Medrese; ders okutulan, İslâm dîninin koyduğu esaslara uygun olarak eğitim öğretim yapılan yer, mektep, fakülte yada kendine has bir mîmârîsi olan, üstü açık veya kapalı geniş bir avlu çevresinde talebelerin yatıp kalkması, ders çalışması için inşâ edilmiş odalardan meydana gelen yapı demektir. Diğer bir ifade ile medrese; İslâm ülkelerinde ve bilhassa Osmanlı Devleti’nde tefsir, hadis, fıkıh, kelâm, tıp, târih, astronomi, edebiyat, dil bilgisi, felsefe, mantık, matematik gibi ilimlerde akademik seviyede öğretim yapan yatılı yüksek öğretim kurumu demektir. İşte medrese kelimesi ile ilgili cümleler.
– Kadılar, medrese tahsîli görüp icâzet alarak mülâzemet edenlerden tâyin edilirlerdi. (İ. H. Uzunçarşılı)
– Böylece de çeşmesi, sebîli, imâreti, medresesi, meydanı, ağacı ve çarşısıyle mahalle (…) bir bütün olmuştur. (S. Ayverdi)

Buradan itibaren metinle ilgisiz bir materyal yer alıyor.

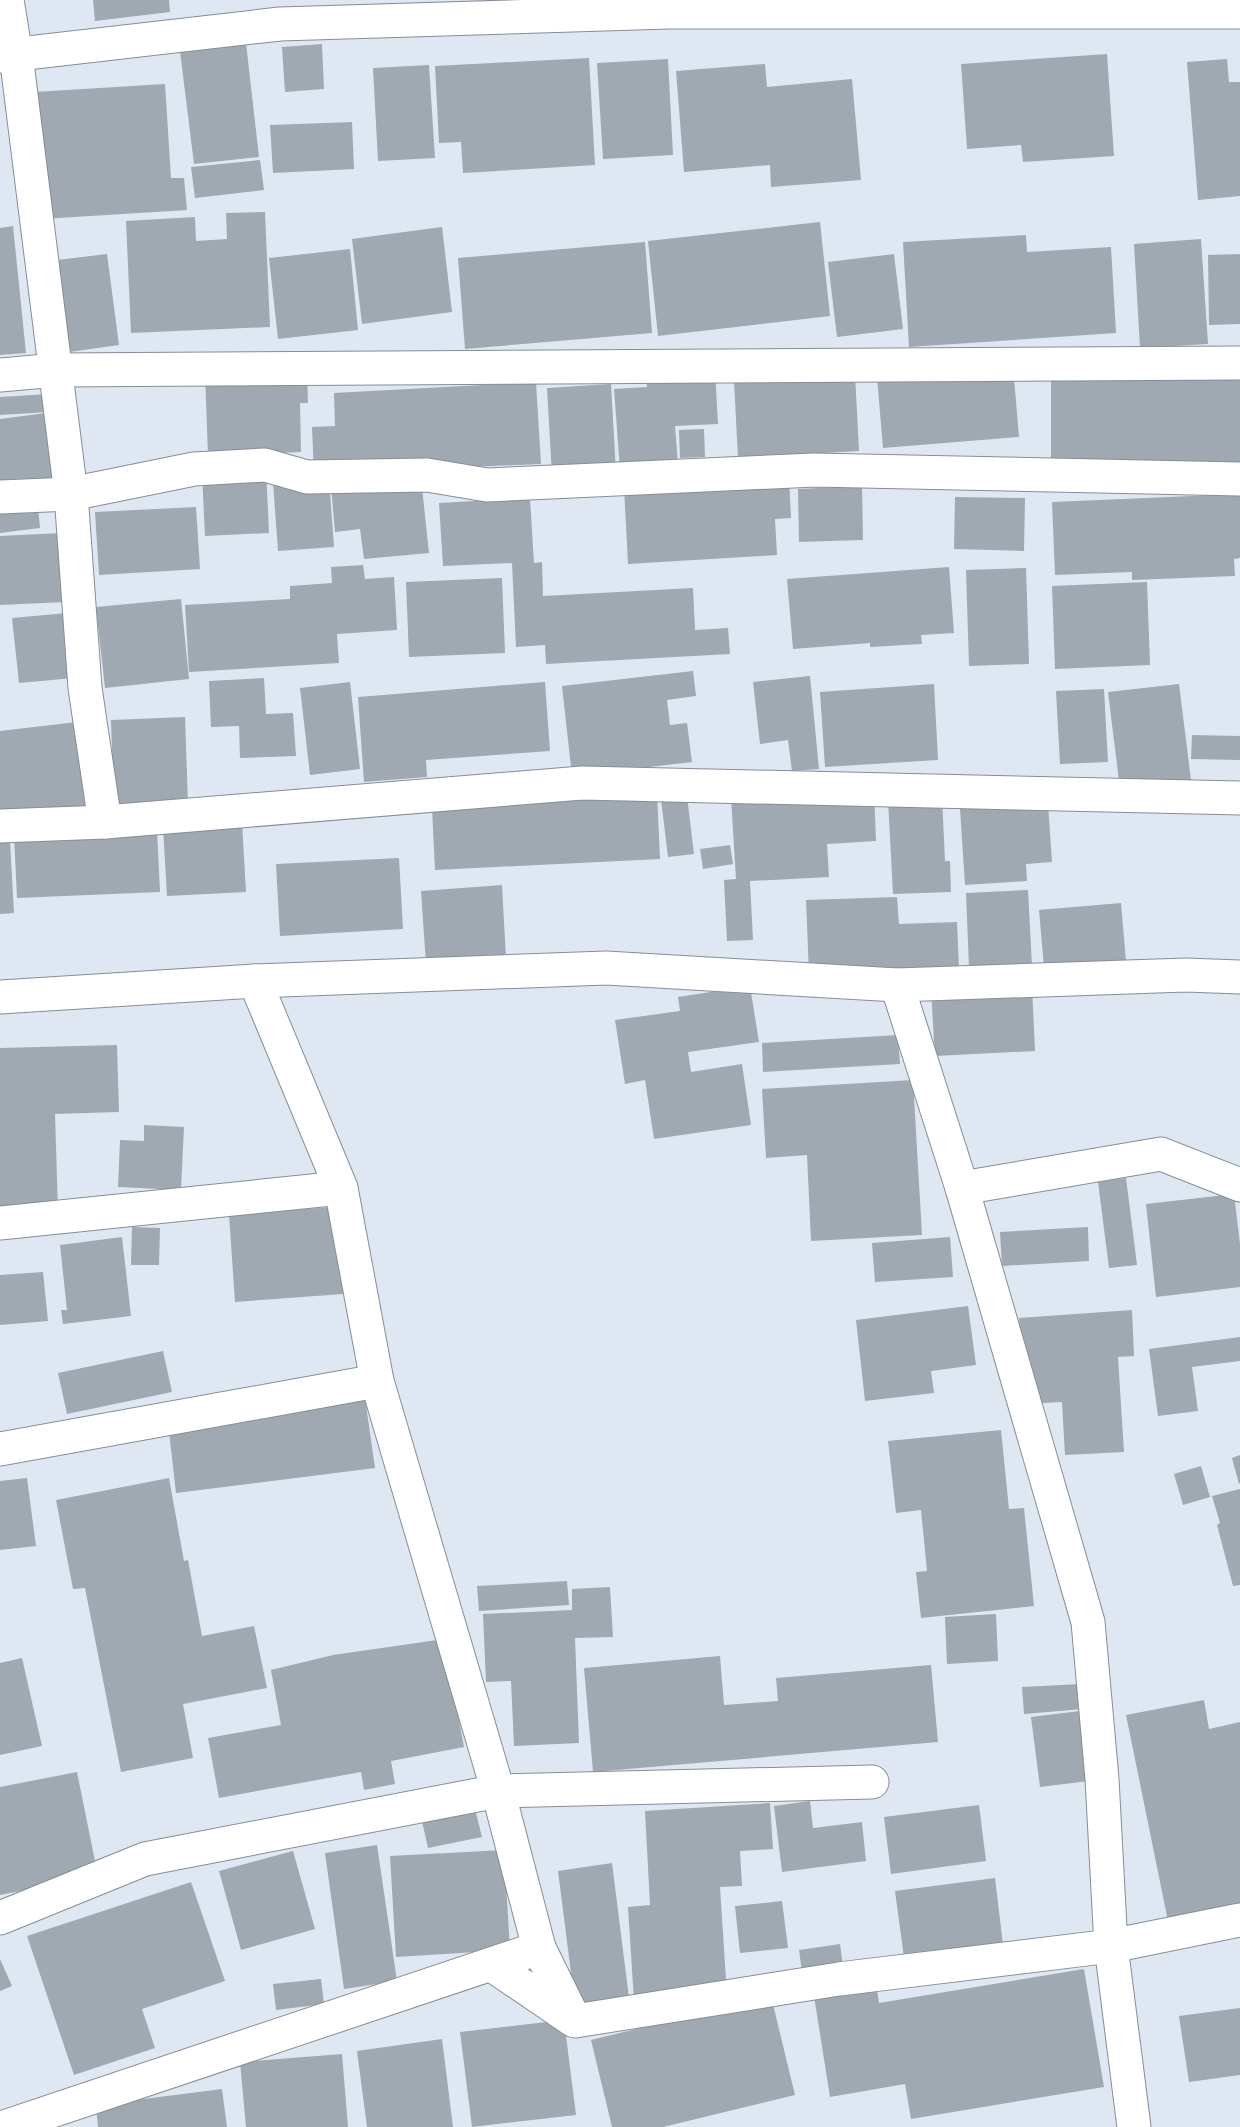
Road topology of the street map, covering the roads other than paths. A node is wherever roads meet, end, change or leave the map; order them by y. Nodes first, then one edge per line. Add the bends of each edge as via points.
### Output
1 (7, 0) edge
2 (669, 6) edge
3 (1240, 12) edge
4 (8, 55) edge
5 (1240, 363) edge
6 (56, 370) junction
7 (0, 375) edge
8 (1240, 479) edge
9 (71, 494) junction
10 (0, 497) edge
11 (1240, 798) edge
12 (105, 822) junction
13 (0, 826) edge
14 (1240, 977) edge
15 (255, 981) junction
16 (897, 985) junction
17 (0, 997) edge
18 (1239, 1187) edge
19 (341, 1188) junction
20 (962, 1188) junction
21 (0, 1223) edge
22 (377, 1381) junction
23 (0, 1449) edge
24 (872, 1782) dead end
25 (498, 1791) junction
26 (0, 1918) edge
27 (1240, 1920) edge
28 (1111, 1946) junction
29 (539, 1948) junction
30 (492, 1965) junction
31 (575, 2021) junction
32 (4, 2127) edge
33 (1134, 2127) edge

1 - 4 street
2 - 3 street
2 - 4 street via 280,24
4 - 6 street
5 - 6 street
6 - 7 street
6 - 9 street
8 - 9 street via 814,470 487,485 427,475 307,477 265,465 194,469
9 - 10 street
9 - 12 street via 85,688
11 - 12 street via 582,783
12 - 13 street
14 - 16 street via 1186,975
15 - 16 street via 606,968
15 - 17 street
15 - 19 street
16 - 20 street
18 - 20 street via 1161,1154
19 - 21 street
19 - 22 street
20 - 28 street via 1088,1622
22 - 23 street
22 - 25 street
24 - 25 street
25 - 26 street via 145,1859
25 - 29 street
27 - 28 street
28 - 31 street via 839,1979
28 - 33 street
29 - 30 street
29 - 31 street
30 - 31 street
30 - 32 street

– Yanımızdaki bina medrese olarak kullanılacakmış.
– Başlangıçta bütün eğitim faaliyetlerinin yapıldığı kurum olan medreseler, Tanzimat Döneminde yeni mesleki okulların açılması ile sadece din eğitimi verilen okullar haline getirildi.
– Daha medresede mini mini bir çömezken sipâhî, yeniçeri bölümlerinin bu nârâyı bastıklarını işitirdi. (Ö. Seyfeddin)
– Bizim medresede böyle şeylere izin vermezler.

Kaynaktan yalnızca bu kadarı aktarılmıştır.